WICHITA, Kan. – Thousands of farmers are filing insurance claims this year after drought and triple-digit temperatures burned up crops across the nations Corn Belt, and some experts are predicting record insurance losses – exacerbated by changes that reduced some growers premiums.
G.A. Art Barnaby, a Kansas State University extension specialist in risk management, estimates underwriting losses on taxpayer-subsidized crop insurance will hit nearly $15 billion this year. He expects a staggering $25 billion in crop insurance claims to be filed by growers across the nation, driven primarily by one of the worst droughts in the U.S. decades. His loss estimate is based on a loss ratio of $2.50 for every dollar paid in premium.
The U.S. Department of Agricultures Risk Management Agency made changes to the insurance program in the past year which are expected to increase the underwriting losses from the drought. The changes meant farmers in some states paid smaller premiums this year for corn and soybeans. Not only that, the agency adjusted yields for those crops upwards to reflect recent trends, Barnaby said.
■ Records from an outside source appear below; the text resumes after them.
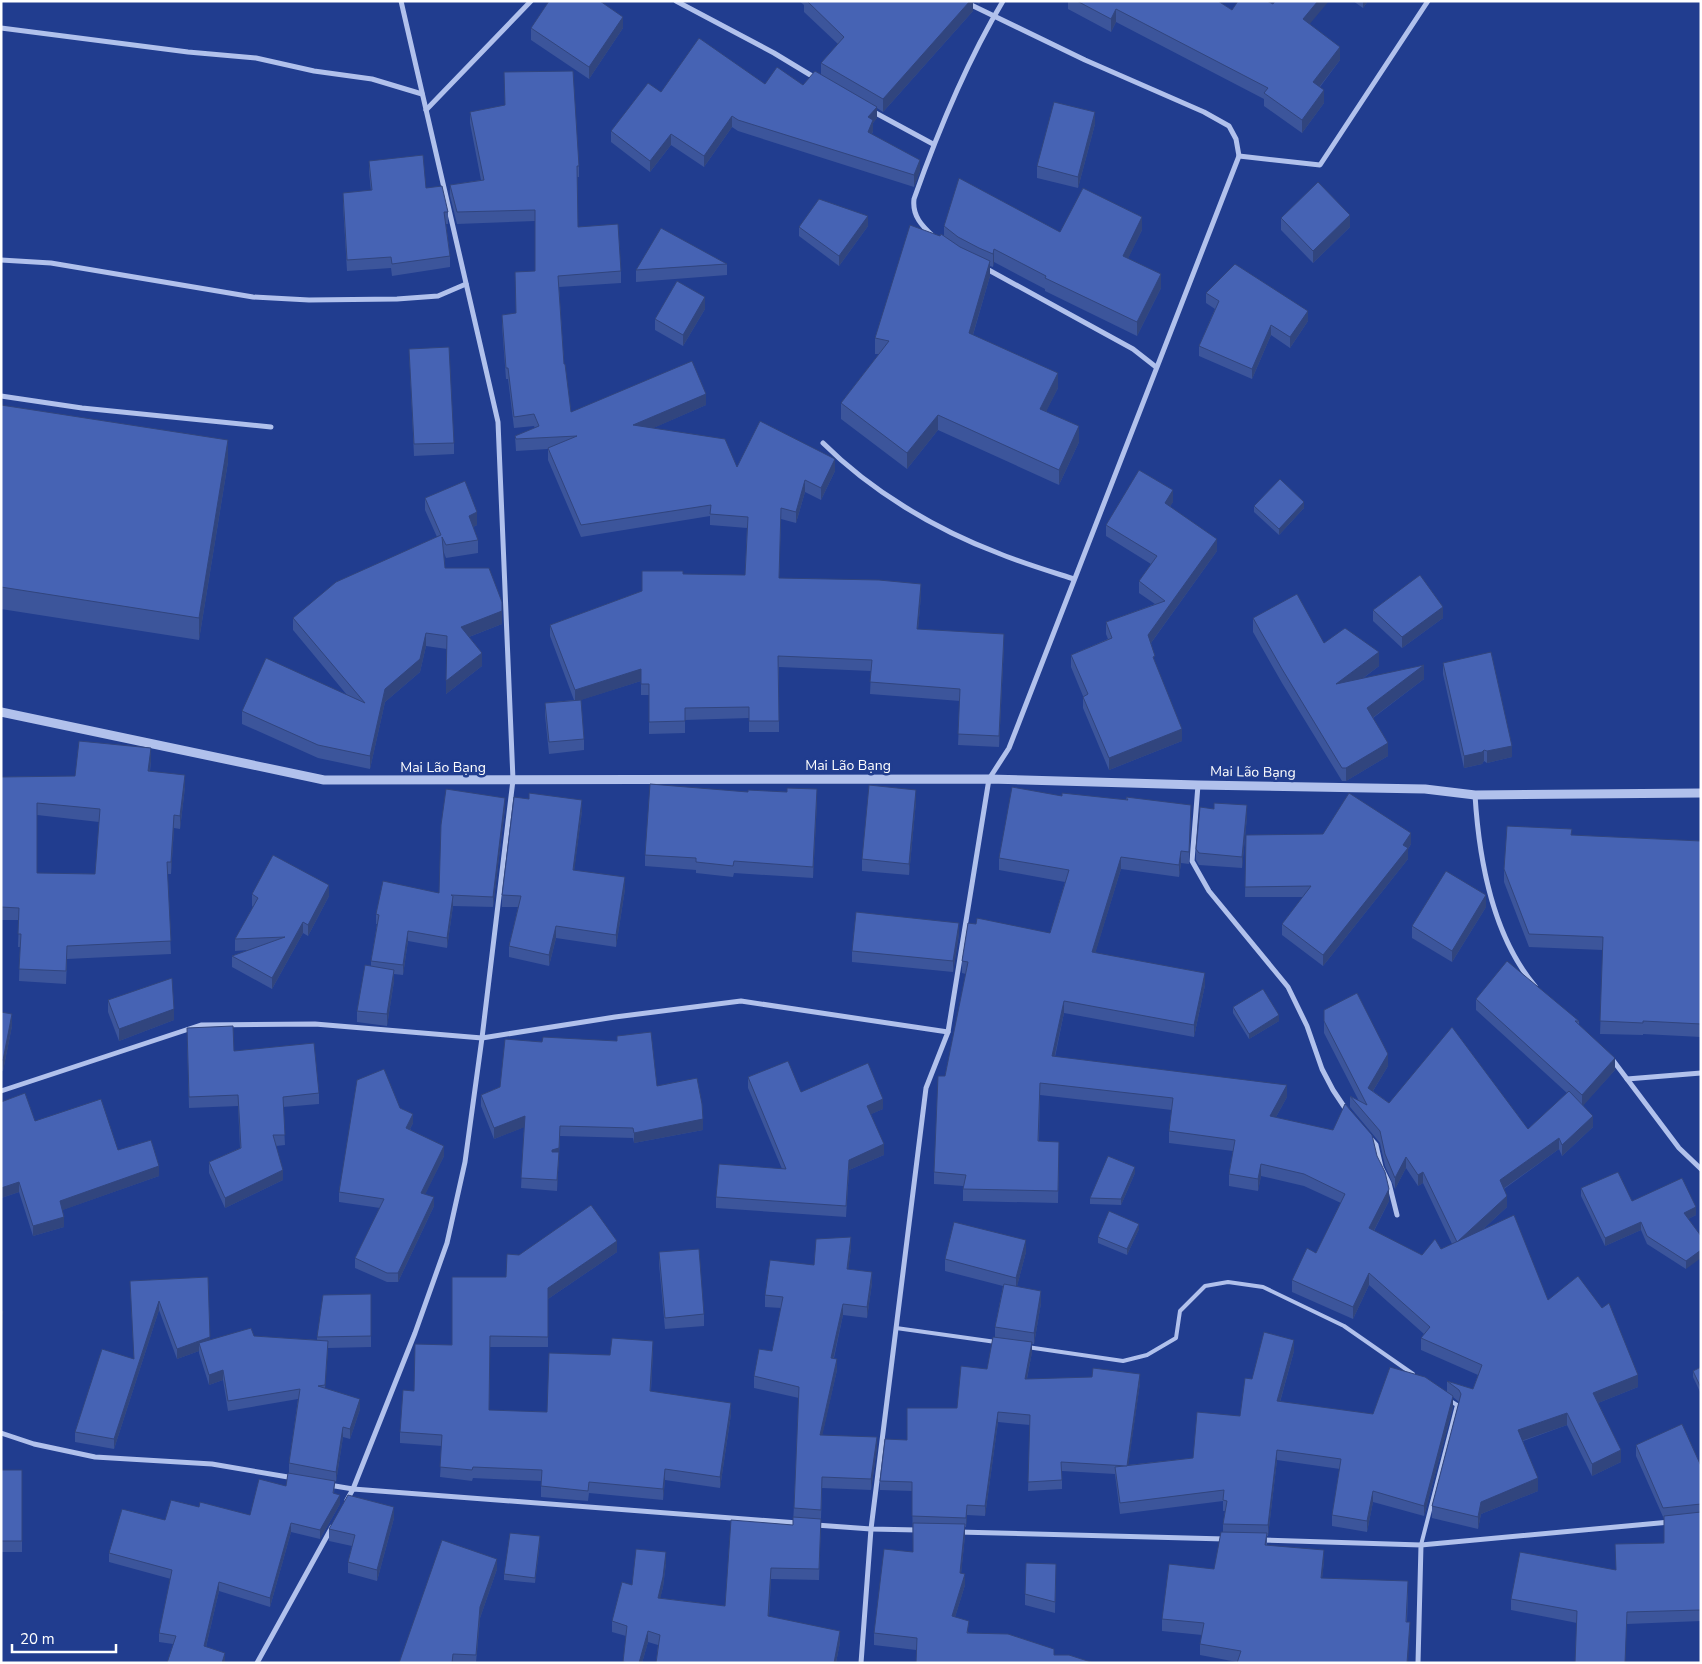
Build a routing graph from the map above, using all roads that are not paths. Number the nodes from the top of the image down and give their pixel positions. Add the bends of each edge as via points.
1 (401, 1) edge
2 (531, 1) edge
3 (676, 1) edge
4 (963, 1) edge
5 (1003, 1) edge
6 (1428, 1) edge
7 (994, 17) junction
8 (1, 28) edge
9 (824, 82) edge
10 (422, 94) junction
11 (865, 107) edge
12 (426, 110) junction
13 (933, 144) junction
14 (1239, 156) junction
15 (938, 240) edge
16 (1, 260) edge
17 (983, 267) edge
18 (466, 284) junction
19 (1156, 367) junction
20 (1, 396) edge
21 (271, 427) dead end
22 (823, 443) dead end
23 (1074, 579) junction
24 (1, 712) edge
25 (989, 778) junction
26 (513, 780) junction
27 (1198, 785) junction
28 (1701, 793) edge
29 (1475, 795) junction
30 (1538, 990) edge
31 (948, 1032) junction
32 (482, 1038) junction
33 (1609, 1055) edge
34 (1701, 1072) edge
35 (1627, 1079) junction
36 (1, 1091) edge
37 (1353, 1118) edge
38 (1364, 1132) edge
39 (1701, 1169) edge
40 (1397, 1214) dead end
41 (896, 1328) junction
42 (1005, 1344) edge
43 (1024, 1347) edge
44 (1417, 1377) edge
45 (1441, 1394) edge
46 (1, 1433) edge
47 (299, 1479) edge
48 (326, 1484) edge
49 (353, 1489) junction
50 (343, 1506) edge
51 (1672, 1522) edge
52 (334, 1524) edge
53 (801, 1524) edge
54 (811, 1524) edge
55 (870, 1529) junction
56 (920, 1530) edge
57 (949, 1531) edge
58 (1234, 1539) edge
59 (1254, 1540) edge
60 (1421, 1545) junction
61 (257, 1663) edge
62 (861, 1663) edge
63 (1418, 1663) edge

1 - 10 street
2 - 12 street
3 - 9 street
4 - 7 street
5 - 7 street
6 - 14 street via 1320,165
7 - 13 street
7 - 14 street via 1229,126 1236,139
8 - 10 street via 256,58 372,79
10 - 12 street
11 - 13 street
12 - 18 street
13 - 15 street via 913,208 918,219
14 - 19 street
16 - 18 street via 52,263 252,297 397,299 438,296
17 - 19 street via 1133,349
18 - 26 street via 498,422
19 - 23 street
20 - 21 street via 82,408
22 - 23 street via 855,472 935,525 998,554
23 - 25 street via 1009,748
24 - 26 street, Mai Lão Bạng via 324,780
25 - 26 street, Mai Lão Bạng
25 - 27 street, Mai Lão Bạng
25 - 31 street
26 - 32 street
27 - 29 street, Mai Lão Bạng via 1425,789
27 - 37 street via 1192,861 1209,891 1288,987 1307,1026 1322,1069
28 - 29 street, Mai Lão Bạng
29 - 30 street via 1480,852 1496,913 1504,936
31 - 32 street via 741,1001
31 - 41 street via 926,1088
32 - 36 street via 315,1024 201,1025
32 - 49 street via 465,1162 448,1243
33 - 35 street
34 - 35 street
35 - 39 street via 1679,1148
38 - 40 street via 1376,1145
41 - 42 lane
41 - 55 street
43 - 44 lane via 1123,1360 1147,1355 1176,1338 1180,1311 1205,1286 1228,1282 1263,1287 1344,1326
45 - 60 lane via 1458,1405
46 - 47 street via 95,1457 212,1464
48 - 49 street
49 - 50 street
49 - 53 street
51 - 60 street
52 - 61 street
54 - 55 street
55 - 56 street
55 - 62 street
57 - 58 street
59 - 60 street
60 - 63 street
The rate reductions were based on the assumption that new technology, such as genetically modified, drought-resistant seeds, would eliminate or reduce big losses, Barnaby said. So it is ironic they got hit the first year out.
Under taxpayer-subsidized crop insurance, farmers pay about 40 percent of the premium cost and the federal government picks up the rest. The government sets the rates and the underwriting rules, but the private companies get to pick the contracts they want to take a risk on. Coverage is based on both yield and price. An underwriting loss or gain represents the difference between premiums paid and amount of claims paid.
For the past decade, the crop insurance program has actually had an underwriting gain, Barnaby said.